### [ACTION ITEM]
Please reproduce the listing in its entirety, exactly as shown.

((

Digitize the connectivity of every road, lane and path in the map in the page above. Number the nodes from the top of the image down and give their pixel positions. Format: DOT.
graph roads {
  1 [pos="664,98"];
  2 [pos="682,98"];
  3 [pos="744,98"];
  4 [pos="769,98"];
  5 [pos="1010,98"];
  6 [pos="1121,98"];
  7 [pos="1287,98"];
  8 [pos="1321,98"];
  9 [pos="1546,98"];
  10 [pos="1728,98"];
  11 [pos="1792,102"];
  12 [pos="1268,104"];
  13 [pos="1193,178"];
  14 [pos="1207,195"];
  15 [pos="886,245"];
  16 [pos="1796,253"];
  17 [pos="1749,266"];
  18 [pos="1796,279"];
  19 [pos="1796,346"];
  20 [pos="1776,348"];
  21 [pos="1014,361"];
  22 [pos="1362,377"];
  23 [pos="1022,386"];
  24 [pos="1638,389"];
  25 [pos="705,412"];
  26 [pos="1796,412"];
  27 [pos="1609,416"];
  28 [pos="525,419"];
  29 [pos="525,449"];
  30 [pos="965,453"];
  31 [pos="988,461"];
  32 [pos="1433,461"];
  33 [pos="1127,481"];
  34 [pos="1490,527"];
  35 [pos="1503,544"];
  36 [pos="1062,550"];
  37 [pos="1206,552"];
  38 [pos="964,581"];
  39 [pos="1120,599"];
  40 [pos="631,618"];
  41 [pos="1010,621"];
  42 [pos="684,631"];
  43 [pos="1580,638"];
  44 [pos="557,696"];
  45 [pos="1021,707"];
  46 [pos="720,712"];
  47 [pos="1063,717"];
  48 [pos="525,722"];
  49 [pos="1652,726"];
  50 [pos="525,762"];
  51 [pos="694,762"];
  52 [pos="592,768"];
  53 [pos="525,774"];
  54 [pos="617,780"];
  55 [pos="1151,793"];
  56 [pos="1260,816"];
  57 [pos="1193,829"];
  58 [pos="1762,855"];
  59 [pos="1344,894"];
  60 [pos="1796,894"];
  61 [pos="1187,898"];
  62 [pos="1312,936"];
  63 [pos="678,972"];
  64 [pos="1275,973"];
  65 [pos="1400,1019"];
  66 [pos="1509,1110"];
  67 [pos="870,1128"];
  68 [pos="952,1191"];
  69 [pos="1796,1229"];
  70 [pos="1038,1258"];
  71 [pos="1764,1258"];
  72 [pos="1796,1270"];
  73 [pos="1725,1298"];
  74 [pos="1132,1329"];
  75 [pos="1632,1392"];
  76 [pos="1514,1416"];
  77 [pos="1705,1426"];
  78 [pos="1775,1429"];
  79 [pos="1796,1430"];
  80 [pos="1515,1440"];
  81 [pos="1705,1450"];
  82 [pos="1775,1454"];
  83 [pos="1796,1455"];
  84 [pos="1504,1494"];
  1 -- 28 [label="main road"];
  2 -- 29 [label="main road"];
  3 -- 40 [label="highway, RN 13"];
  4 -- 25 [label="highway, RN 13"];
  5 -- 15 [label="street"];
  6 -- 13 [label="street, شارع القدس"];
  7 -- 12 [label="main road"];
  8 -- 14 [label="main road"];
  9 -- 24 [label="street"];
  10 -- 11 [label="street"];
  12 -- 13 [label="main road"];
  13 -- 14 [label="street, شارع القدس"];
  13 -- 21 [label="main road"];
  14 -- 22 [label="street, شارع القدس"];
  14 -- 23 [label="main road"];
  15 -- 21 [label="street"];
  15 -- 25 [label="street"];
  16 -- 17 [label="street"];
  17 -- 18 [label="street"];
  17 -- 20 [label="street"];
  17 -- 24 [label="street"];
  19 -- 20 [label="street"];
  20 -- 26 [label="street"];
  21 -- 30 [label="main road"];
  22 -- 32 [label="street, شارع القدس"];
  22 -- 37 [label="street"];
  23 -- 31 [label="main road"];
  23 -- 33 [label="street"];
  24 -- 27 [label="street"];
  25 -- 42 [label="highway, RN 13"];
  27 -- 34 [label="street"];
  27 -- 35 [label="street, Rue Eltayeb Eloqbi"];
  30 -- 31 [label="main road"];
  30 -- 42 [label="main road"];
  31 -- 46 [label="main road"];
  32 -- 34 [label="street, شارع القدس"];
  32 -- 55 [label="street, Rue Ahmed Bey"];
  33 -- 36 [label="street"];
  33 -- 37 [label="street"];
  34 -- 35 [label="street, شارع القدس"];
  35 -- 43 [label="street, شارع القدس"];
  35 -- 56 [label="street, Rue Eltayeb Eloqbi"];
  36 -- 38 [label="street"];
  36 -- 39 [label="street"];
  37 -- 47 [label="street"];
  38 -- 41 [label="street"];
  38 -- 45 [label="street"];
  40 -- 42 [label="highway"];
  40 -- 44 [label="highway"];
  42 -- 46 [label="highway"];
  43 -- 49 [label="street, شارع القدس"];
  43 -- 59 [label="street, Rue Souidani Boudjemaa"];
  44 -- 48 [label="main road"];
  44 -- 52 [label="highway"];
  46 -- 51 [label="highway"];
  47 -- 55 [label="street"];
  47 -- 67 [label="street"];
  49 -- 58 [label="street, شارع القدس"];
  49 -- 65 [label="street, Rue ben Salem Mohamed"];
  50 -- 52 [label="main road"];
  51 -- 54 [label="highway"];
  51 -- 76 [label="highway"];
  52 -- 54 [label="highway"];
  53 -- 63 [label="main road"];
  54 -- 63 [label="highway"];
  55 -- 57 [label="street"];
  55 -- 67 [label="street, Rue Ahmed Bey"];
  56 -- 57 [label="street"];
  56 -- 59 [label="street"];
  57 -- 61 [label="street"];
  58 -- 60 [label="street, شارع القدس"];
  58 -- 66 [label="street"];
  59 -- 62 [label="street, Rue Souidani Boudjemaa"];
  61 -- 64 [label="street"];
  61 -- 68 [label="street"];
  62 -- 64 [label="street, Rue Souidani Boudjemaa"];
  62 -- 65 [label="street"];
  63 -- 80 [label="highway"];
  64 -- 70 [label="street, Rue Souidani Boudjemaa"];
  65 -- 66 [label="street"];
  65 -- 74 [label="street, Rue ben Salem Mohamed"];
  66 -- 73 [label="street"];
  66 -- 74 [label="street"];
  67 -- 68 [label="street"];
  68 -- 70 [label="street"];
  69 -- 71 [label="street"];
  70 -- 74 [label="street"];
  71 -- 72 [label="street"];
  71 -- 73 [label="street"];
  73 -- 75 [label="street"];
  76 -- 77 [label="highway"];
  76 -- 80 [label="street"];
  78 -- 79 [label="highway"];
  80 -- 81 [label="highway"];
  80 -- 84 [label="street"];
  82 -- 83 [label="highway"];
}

))

### [FINAL ANSWER]
Digitize the connectivity of every road, lane and path in the map in the page above. Number the nodes from the top of the image down and give their pixel positions. Format: DOT.
graph roads {
  1 [pos="664,98"];
  2 [pos="682,98"];
  3 [pos="744,98"];
  4 [pos="769,98"];
  5 [pos="1010,98"];
  6 [pos="1121,98"];
  7 [pos="1287,98"];
  8 [pos="1321,98"];
  9 [pos="1546,98"];
  10 [pos="1728,98"];
  11 [pos="1792,102"];
  12 [pos="1268,104"];
  13 [pos="1193,178"];
  14 [pos="1207,195"];
  15 [pos="886,245"];
  16 [pos="1796,253"];
  17 [pos="1749,266"];
  18 [pos="1796,279"];
  19 [pos="1796,346"];
  20 [pos="1776,348"];
  21 [pos="1014,361"];
  22 [pos="1362,377"];
  23 [pos="1022,386"];
  24 [pos="1638,389"];
  25 [pos="705,412"];
  26 [pos="1796,412"];
  27 [pos="1609,416"];
  28 [pos="525,419"];
  29 [pos="525,449"];
  30 [pos="965,453"];
  31 [pos="988,461"];
  32 [pos="1433,461"];
  33 [pos="1127,481"];
  34 [pos="1490,527"];
  35 [pos="1503,544"];
  36 [pos="1062,550"];
  37 [pos="1206,552"];
  38 [pos="964,581"];
  39 [pos="1120,599"];
  40 [pos="631,618"];
  41 [pos="1010,621"];
  42 [pos="684,631"];
  43 [pos="1580,638"];
  44 [pos="557,696"];
  45 [pos="1021,707"];
  46 [pos="720,712"];
  47 [pos="1063,717"];
  48 [pos="525,722"];
  49 [pos="1652,726"];
  50 [pos="525,762"];
  51 [pos="694,762"];
  52 [pos="592,768"];
  53 [pos="525,774"];
  54 [pos="617,780"];
  55 [pos="1151,793"];
  56 [pos="1260,816"];
  57 [pos="1193,829"];
  58 [pos="1762,855"];
  59 [pos="1344,894"];
  60 [pos="1796,894"];
  61 [pos="1187,898"];
  62 [pos="1312,936"];
  63 [pos="678,972"];
  64 [pos="1275,973"];
  65 [pos="1400,1019"];
  66 [pos="1509,1110"];
  67 [pos="870,1128"];
  68 [pos="952,1191"];
  69 [pos="1796,1229"];
  70 [pos="1038,1258"];
  71 [pos="1764,1258"];
  72 [pos="1796,1270"];
  73 [pos="1725,1298"];
  74 [pos="1132,1329"];
  75 [pos="1632,1392"];
  76 [pos="1514,1416"];
  77 [pos="1705,1426"];
  78 [pos="1775,1429"];
  79 [pos="1796,1430"];
  80 [pos="1515,1440"];
  81 [pos="1705,1450"];
  82 [pos="1775,1454"];
  83 [pos="1796,1455"];
  84 [pos="1504,1494"];
  1 -- 28 [label="main road"];
  2 -- 29 [label="main road"];
  3 -- 40 [label="highway, RN 13"];
  4 -- 25 [label="highway, RN 13"];
  5 -- 15 [label="street"];
  6 -- 13 [label="street, شارع القدس"];
  7 -- 12 [label="main road"];
  8 -- 14 [label="main road"];
  9 -- 24 [label="street"];
  10 -- 11 [label="street"];
  12 -- 13 [label="main road"];
  13 -- 14 [label="street, شارع القدس"];
  13 -- 21 [label="main road"];
  14 -- 22 [label="street, شارع القدس"];
  14 -- 23 [label="main road"];
  15 -- 21 [label="street"];
  15 -- 25 [label="street"];
  16 -- 17 [label="street"];
  17 -- 18 [label="street"];
  17 -- 20 [label="street"];
  17 -- 24 [label="street"];
  19 -- 20 [label="street"];
  20 -- 26 [label="street"];
  21 -- 30 [label="main road"];
  22 -- 32 [label="street, شارع القدس"];
  22 -- 37 [label="street"];
  23 -- 31 [label="main road"];
  23 -- 33 [label="street"];
  24 -- 27 [label="street"];
  25 -- 42 [label="highway, RN 13"];
  27 -- 34 [label="street"];
  27 -- 35 [label="street, Rue Eltayeb Eloqbi"];
  30 -- 31 [label="main road"];
  30 -- 42 [label="main road"];
  31 -- 46 [label="main road"];
  32 -- 34 [label="street, شارع القدس"];
  32 -- 55 [label="street, Rue Ahmed Bey"];
  33 -- 36 [label="street"];
  33 -- 37 [label="street"];
  34 -- 35 [label="street, شارع القدس"];
  35 -- 43 [label="street, شارع القدس"];
  35 -- 56 [label="street, Rue Eltayeb Eloqbi"];
  36 -- 38 [label="street"];
  36 -- 39 [label="street"];
  37 -- 47 [label="street"];
  38 -- 41 [label="street"];
  38 -- 45 [label="street"];
  40 -- 42 [label="highway"];
  40 -- 44 [label="highway"];
  42 -- 46 [label="highway"];
  43 -- 49 [label="street, شارع القدس"];
  43 -- 59 [label="street, Rue Souidani Boudjemaa"];
  44 -- 48 [label="main road"];
  44 -- 52 [label="highway"];
  46 -- 51 [label="highway"];
  47 -- 55 [label="street"];
  47 -- 67 [label="street"];
  49 -- 58 [label="street, شارع القدس"];
  49 -- 65 [label="street, Rue ben Salem Mohamed"];
  50 -- 52 [label="main road"];
  51 -- 54 [label="highway"];
  51 -- 76 [label="highway"];
  52 -- 54 [label="highway"];
  53 -- 63 [label="main road"];
  54 -- 63 [label="highway"];
  55 -- 57 [label="street"];
  55 -- 67 [label="street, Rue Ahmed Bey"];
  56 -- 57 [label="street"];
  56 -- 59 [label="street"];
  57 -- 61 [label="street"];
  58 -- 60 [label="street, شارع القدس"];
  58 -- 66 [label="street"];
  59 -- 62 [label="street, Rue Souidani Boudjemaa"];
  61 -- 64 [label="street"];
  61 -- 68 [label="street"];
  62 -- 64 [label="street, Rue Souidani Boudjemaa"];
  62 -- 65 [label="street"];
  63 -- 80 [label="highway"];
  64 -- 70 [label="street, Rue Souidani Boudjemaa"];
  65 -- 66 [label="street"];
  65 -- 74 [label="street, Rue ben Salem Mohamed"];
  66 -- 73 [label="street"];
  66 -- 74 [label="street"];
  67 -- 68 [label="street"];
  68 -- 70 [label="street"];
  69 -- 71 [label="street"];
  70 -- 74 [label="street"];
  71 -- 72 [label="street"];
  71 -- 73 [label="street"];
  73 -- 75 [label="street"];
  76 -- 77 [label="highway"];
  76 -- 80 [label="street"];
  78 -- 79 [label="highway"];
  80 -- 81 [label="highway"];
  80 -- 84 [label="street"];
  82 -- 83 [label="highway"];
}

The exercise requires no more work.